Rationale Obstructive lung disease is increasingly common among persons living with HIV (PLWH). There are currently no validated biomarkers that identify individuals at risk of developing obstructive lung disease (OLD) and specific mechanisms contributing to HIV-associated OLD remain elusive, independent of smoking. Objectives We sought to identify biomarkers and biological pathways associated with OLD using a broad proteomic approach. Methods We performed tandem mass tagging and mass spectrometry (MS) analysis on bronchoalveolar lavage fluid (BALF) samples from persons living with HIV with OLD (n=26) and without OLD (n=26).

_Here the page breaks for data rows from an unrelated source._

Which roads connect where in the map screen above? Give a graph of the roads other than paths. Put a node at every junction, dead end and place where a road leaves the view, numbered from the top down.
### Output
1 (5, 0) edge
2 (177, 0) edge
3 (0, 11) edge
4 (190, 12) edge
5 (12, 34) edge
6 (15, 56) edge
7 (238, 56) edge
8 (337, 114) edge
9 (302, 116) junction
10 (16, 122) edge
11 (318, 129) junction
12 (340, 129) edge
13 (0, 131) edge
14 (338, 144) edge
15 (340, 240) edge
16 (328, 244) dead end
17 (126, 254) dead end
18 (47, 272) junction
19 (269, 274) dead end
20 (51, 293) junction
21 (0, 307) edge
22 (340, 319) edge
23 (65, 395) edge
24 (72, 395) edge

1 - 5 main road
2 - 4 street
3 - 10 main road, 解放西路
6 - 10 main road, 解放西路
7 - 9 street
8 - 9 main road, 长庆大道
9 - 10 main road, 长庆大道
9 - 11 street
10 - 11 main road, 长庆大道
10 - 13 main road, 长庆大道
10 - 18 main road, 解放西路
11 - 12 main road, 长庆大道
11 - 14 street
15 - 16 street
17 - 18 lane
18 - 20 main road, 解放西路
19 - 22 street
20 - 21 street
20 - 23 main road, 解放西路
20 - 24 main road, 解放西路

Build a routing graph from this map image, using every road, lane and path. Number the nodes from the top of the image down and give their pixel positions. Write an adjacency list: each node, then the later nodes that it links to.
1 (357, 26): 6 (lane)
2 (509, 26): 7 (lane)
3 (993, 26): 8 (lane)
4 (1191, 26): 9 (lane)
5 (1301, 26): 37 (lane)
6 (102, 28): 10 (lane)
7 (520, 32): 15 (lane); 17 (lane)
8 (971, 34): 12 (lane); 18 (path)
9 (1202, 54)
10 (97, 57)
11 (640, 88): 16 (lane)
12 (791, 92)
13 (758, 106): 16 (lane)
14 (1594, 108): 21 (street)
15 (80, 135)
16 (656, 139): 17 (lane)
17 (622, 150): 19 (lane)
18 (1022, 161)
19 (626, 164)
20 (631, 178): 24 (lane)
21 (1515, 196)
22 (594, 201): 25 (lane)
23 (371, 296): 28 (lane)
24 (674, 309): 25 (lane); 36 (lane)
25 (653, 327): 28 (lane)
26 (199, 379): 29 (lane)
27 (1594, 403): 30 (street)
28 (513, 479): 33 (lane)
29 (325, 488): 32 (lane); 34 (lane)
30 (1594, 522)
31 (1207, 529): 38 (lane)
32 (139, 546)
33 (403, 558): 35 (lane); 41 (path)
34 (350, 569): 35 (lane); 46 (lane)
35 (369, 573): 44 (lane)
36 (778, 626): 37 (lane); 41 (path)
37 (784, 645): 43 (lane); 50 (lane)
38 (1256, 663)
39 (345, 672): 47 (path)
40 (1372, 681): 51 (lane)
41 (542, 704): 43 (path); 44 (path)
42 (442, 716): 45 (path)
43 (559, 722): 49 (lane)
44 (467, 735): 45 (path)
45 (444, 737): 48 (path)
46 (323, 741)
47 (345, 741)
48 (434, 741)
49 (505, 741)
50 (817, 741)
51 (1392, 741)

We combined untargeted MS with a targeted SomaScan aptamer-based approach. We used Pearson correlation tests to identify associations between each protein and lung function (FEV1pp). We adjusted for multiple comparisons using a false discovery rate (FDR) adjustment. Significant proteins were entered into a pathway overrepresentation analysis. Protein-driven endotypes were constructed using K-means clustering. Measurements and main results We identified over 3800 proteins by MS and identified 254 proteins that correlated with FEV1pp when we combined the MS and SomaScan proteomes when adjusting for smoking status. Pathway analysis revealed cell adhesion molecules as significant. Conclusions Protein expression differs in the lung of PWH and decreased lung function (FEV1pp). Pathway analysis reveals cell adhesion molecules having potentially important roles in this process.